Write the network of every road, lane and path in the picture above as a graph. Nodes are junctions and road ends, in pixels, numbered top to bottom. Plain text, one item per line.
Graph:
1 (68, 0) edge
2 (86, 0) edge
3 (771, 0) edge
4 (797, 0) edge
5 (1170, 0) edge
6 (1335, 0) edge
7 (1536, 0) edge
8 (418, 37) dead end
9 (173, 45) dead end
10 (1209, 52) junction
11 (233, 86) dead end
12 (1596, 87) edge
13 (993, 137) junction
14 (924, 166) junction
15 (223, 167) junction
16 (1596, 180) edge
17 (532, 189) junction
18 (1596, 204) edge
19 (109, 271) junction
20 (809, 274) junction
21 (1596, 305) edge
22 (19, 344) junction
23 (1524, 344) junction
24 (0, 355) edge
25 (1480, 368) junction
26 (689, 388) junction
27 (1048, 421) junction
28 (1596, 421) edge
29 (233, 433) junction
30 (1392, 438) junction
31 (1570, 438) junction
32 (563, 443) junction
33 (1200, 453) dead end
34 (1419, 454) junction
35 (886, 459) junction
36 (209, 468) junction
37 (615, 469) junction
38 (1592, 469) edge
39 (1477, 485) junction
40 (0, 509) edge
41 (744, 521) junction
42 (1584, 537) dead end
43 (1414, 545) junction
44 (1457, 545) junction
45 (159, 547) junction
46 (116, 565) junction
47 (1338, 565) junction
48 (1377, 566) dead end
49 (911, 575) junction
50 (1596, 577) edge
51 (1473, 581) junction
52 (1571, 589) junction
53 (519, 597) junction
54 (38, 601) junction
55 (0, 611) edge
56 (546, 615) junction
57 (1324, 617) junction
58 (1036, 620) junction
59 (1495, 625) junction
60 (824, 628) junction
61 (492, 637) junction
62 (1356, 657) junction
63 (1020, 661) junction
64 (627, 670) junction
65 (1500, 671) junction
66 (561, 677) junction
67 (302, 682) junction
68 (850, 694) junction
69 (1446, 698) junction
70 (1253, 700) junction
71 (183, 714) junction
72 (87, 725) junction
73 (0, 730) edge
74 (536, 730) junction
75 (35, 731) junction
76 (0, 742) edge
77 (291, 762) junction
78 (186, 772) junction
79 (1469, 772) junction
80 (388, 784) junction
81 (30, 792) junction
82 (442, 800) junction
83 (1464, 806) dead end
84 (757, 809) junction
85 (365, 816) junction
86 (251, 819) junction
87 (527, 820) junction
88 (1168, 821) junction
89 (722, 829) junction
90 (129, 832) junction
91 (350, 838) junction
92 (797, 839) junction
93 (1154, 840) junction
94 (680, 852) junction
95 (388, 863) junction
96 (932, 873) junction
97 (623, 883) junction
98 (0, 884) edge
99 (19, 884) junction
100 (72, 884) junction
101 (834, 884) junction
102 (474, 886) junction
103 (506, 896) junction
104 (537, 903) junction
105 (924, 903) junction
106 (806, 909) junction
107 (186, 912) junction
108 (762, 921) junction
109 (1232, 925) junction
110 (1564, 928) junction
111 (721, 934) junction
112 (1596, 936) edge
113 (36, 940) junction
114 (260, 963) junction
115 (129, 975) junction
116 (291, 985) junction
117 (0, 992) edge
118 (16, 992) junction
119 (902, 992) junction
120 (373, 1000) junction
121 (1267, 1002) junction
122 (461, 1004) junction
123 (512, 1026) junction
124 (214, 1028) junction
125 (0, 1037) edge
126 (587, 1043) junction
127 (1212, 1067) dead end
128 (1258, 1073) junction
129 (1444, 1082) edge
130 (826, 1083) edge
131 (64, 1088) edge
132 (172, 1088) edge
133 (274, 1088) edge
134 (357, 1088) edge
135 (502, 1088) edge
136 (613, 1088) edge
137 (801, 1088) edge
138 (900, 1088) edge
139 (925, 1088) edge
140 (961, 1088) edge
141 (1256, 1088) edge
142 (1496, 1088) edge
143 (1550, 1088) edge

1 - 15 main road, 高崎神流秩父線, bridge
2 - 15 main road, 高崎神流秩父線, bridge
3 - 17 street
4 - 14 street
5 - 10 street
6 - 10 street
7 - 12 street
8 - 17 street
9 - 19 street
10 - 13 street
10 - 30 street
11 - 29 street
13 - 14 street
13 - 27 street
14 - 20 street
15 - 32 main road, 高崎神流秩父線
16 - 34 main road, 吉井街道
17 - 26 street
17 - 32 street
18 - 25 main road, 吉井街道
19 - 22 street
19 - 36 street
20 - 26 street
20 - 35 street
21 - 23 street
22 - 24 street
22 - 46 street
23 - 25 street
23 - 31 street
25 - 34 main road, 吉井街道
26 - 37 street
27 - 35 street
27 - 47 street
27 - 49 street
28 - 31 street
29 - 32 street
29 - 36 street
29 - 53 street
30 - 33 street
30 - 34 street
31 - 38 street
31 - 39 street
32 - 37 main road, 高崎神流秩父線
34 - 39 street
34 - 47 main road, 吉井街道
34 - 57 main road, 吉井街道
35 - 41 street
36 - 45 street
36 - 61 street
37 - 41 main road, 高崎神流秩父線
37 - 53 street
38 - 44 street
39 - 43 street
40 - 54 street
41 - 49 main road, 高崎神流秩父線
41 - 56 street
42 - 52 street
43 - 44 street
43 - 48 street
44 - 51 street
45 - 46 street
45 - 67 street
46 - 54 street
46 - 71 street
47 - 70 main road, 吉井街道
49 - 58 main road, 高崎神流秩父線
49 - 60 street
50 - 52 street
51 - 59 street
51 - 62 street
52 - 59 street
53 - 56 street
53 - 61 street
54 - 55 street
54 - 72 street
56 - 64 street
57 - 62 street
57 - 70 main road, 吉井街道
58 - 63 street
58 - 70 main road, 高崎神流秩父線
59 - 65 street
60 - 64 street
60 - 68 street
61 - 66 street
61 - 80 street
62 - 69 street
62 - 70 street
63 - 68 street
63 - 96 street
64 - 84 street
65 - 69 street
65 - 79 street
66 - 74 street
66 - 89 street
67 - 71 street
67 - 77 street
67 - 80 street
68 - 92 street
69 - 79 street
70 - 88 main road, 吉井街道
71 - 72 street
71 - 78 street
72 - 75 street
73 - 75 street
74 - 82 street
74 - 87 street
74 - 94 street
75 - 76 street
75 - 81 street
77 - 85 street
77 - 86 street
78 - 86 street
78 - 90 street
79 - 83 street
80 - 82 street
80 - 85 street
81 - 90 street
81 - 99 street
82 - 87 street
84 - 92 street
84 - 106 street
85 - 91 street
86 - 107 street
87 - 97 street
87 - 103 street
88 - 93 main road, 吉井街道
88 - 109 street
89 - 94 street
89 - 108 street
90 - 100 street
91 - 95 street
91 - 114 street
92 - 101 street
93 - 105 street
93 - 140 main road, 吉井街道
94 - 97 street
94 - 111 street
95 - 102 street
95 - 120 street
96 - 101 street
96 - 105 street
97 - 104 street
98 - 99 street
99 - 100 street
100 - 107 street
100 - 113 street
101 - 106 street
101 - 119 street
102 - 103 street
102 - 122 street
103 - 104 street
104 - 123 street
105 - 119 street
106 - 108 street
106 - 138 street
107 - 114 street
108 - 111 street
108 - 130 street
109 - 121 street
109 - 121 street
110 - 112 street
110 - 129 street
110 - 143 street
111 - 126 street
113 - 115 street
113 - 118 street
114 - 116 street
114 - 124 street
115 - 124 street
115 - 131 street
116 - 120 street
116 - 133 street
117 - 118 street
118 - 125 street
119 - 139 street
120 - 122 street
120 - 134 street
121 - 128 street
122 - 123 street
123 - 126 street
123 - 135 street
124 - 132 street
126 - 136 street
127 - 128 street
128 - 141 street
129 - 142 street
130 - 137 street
* * * *
Exercise instructions — Could you output all of the records above exactly as given?

Answer to the exercise —
Write the network of every road, lane and path in the picture above as a graph. Nodes are junctions and road ends, in pixels, numbered top to bottom. Plain text, one item per line.
Graph:
1 (68, 0) edge
2 (86, 0) edge
3 (771, 0) edge
4 (797, 0) edge
5 (1170, 0) edge
6 (1335, 0) edge
7 (1536, 0) edge
8 (418, 37) dead end
9 (173, 45) dead end
10 (1209, 52) junction
11 (233, 86) dead end
12 (1596, 87) edge
13 (993, 137) junction
14 (924, 166) junction
15 (223, 167) junction
16 (1596, 180) edge
17 (532, 189) junction
18 (1596, 204) edge
19 (109, 271) junction
20 (809, 274) junction
21 (1596, 305) edge
22 (19, 344) junction
23 (1524, 344) junction
24 (0, 355) edge
25 (1480, 368) junction
26 (689, 388) junction
27 (1048, 421) junction
28 (1596, 421) edge
29 (233, 433) junction
30 (1392, 438) junction
31 (1570, 438) junction
32 (563, 443) junction
33 (1200, 453) dead end
34 (1419, 454) junction
35 (886, 459) junction
36 (209, 468) junction
37 (615, 469) junction
38 (1592, 469) edge
39 (1477, 485) junction
40 (0, 509) edge
41 (744, 521) junction
42 (1584, 537) dead end
43 (1414, 545) junction
44 (1457, 545) junction
45 (159, 547) junction
46 (116, 565) junction
47 (1338, 565) junction
48 (1377, 566) dead end
49 (911, 575) junction
50 (1596, 577) edge
51 (1473, 581) junction
52 (1571, 589) junction
53 (519, 597) junction
54 (38, 601) junction
55 (0, 611) edge
56 (546, 615) junction
57 (1324, 617) junction
58 (1036, 620) junction
59 (1495, 625) junction
60 (824, 628) junction
61 (492, 637) junction
62 (1356, 657) junction
63 (1020, 661) junction
64 (627, 670) junction
65 (1500, 671) junction
66 (561, 677) junction
67 (302, 682) junction
68 (850, 694) junction
69 (1446, 698) junction
70 (1253, 700) junction
71 (183, 714) junction
72 (87, 725) junction
73 (0, 730) edge
74 (536, 730) junction
75 (35, 731) junction
76 (0, 742) edge
77 (291, 762) junction
78 (186, 772) junction
79 (1469, 772) junction
80 (388, 784) junction
81 (30, 792) junction
82 (442, 800) junction
83 (1464, 806) dead end
84 (757, 809) junction
85 (365, 816) junction
86 (251, 819) junction
87 (527, 820) junction
88 (1168, 821) junction
89 (722, 829) junction
90 (129, 832) junction
91 (350, 838) junction
92 (797, 839) junction
93 (1154, 840) junction
94 (680, 852) junction
95 (388, 863) junction
96 (932, 873) junction
97 (623, 883) junction
98 (0, 884) edge
99 (19, 884) junction
100 (72, 884) junction
101 (834, 884) junction
102 (474, 886) junction
103 (506, 896) junction
104 (537, 903) junction
105 (924, 903) junction
106 (806, 909) junction
107 (186, 912) junction
108 (762, 921) junction
109 (1232, 925) junction
110 (1564, 928) junction
111 (721, 934) junction
112 (1596, 936) edge
113 (36, 940) junction
114 (260, 963) junction
115 (129, 975) junction
116 (291, 985) junction
117 (0, 992) edge
118 (16, 992) junction
119 (902, 992) junction
120 (373, 1000) junction
121 (1267, 1002) junction
122 (461, 1004) junction
123 (512, 1026) junction
124 (214, 1028) junction
125 (0, 1037) edge
126 (587, 1043) junction
127 (1212, 1067) dead end
128 (1258, 1073) junction
129 (1444, 1082) edge
130 (826, 1083) edge
131 (64, 1088) edge
132 (172, 1088) edge
133 (274, 1088) edge
134 (357, 1088) edge
135 (502, 1088) edge
136 (613, 1088) edge
137 (801, 1088) edge
138 (900, 1088) edge
139 (925, 1088) edge
140 (961, 1088) edge
141 (1256, 1088) edge
142 (1496, 1088) edge
143 (1550, 1088) edge

1 - 15 main road, 高崎神流秩父線, bridge
2 - 15 main road, 高崎神流秩父線, bridge
3 - 17 street
4 - 14 street
5 - 10 street
6 - 10 street
7 - 12 street
8 - 17 street
9 - 19 street
10 - 13 street
10 - 30 street
11 - 29 street
13 - 14 street
13 - 27 street
14 - 20 street
15 - 32 main road, 高崎神流秩父線
16 - 34 main road, 吉井街道
17 - 26 street
17 - 32 street
18 - 25 main road, 吉井街道
19 - 22 street
19 - 36 street
20 - 26 street
20 - 35 street
21 - 23 street
22 - 24 street
22 - 46 street
23 - 25 street
23 - 31 street
25 - 34 main road, 吉井街道
26 - 37 street
27 - 35 street
27 - 47 street
27 - 49 street
28 - 31 street
29 - 32 street
29 - 36 street
29 - 53 street
30 - 33 street
30 - 34 street
31 - 38 street
31 - 39 street
32 - 37 main road, 高崎神流秩父線
34 - 39 street
34 - 47 main road, 吉井街道
34 - 57 main road, 吉井街道
35 - 41 street
36 - 45 street
36 - 61 street
37 - 41 main road, 高崎神流秩父線
37 - 53 street
38 - 44 street
39 - 43 street
40 - 54 street
41 - 49 main road, 高崎神流秩父線
41 - 56 street
42 - 52 street
43 - 44 street
43 - 48 street
44 - 51 street
45 - 46 street
45 - 67 street
46 - 54 street
46 - 71 street
47 - 70 main road, 吉井街道
49 - 58 main road, 高崎神流秩父線
49 - 60 street
50 - 52 street
51 - 59 street
51 - 62 street
52 - 59 street
53 - 56 street
53 - 61 street
54 - 55 street
54 - 72 street
56 - 64 street
57 - 62 street
57 - 70 main road, 吉井街道
58 - 63 street
58 - 70 main road, 高崎神流秩父線
59 - 65 street
60 - 64 street
60 - 68 street
61 - 66 street
61 - 80 street
62 - 69 street
62 - 70 street
63 - 68 street
63 - 96 street
64 - 84 street
65 - 69 street
65 - 79 street
66 - 74 street
66 - 89 street
67 - 71 street
67 - 77 street
67 - 80 street
68 - 92 street
69 - 79 street
70 - 88 main road, 吉井街道
71 - 72 street
71 - 78 street
72 - 75 street
73 - 75 street
74 - 82 street
74 - 87 street
74 - 94 street
75 - 76 street
75 - 81 street
77 - 85 street
77 - 86 street
78 - 86 street
78 - 90 street
79 - 83 street
80 - 82 street
80 - 85 street
81 - 90 street
81 - 99 street
82 - 87 street
84 - 92 street
84 - 106 street
85 - 91 street
86 - 107 street
87 - 97 street
87 - 103 street
88 - 93 main road, 吉井街道
88 - 109 street
89 - 94 street
89 - 108 street
90 - 100 street
91 - 95 street
91 - 114 street
92 - 101 street
93 - 105 street
93 - 140 main road, 吉井街道
94 - 97 street
94 - 111 street
95 - 102 street
95 - 120 street
96 - 101 street
96 - 105 street
97 - 104 street
98 - 99 street
99 - 100 street
100 - 107 street
100 - 113 street
101 - 106 street
101 - 119 street
102 - 103 street
102 - 122 street
103 - 104 street
104 - 123 street
105 - 119 street
106 - 108 street
106 - 138 street
107 - 114 street
108 - 111 street
108 - 130 street
109 - 121 street
109 - 121 street
110 - 112 street
110 - 129 street
110 - 143 street
111 - 126 street
113 - 115 street
113 - 118 street
114 - 116 street
114 - 124 street
115 - 124 street
115 - 131 street
116 - 120 street
116 - 133 street
117 - 118 street
118 - 125 street
119 - 139 street
120 - 122 street
120 - 134 street
121 - 128 street
122 - 123 street
123 - 126 street
123 - 135 street
124 - 132 street
126 - 136 street
127 - 128 street
128 - 141 street
129 - 142 street
130 - 137 street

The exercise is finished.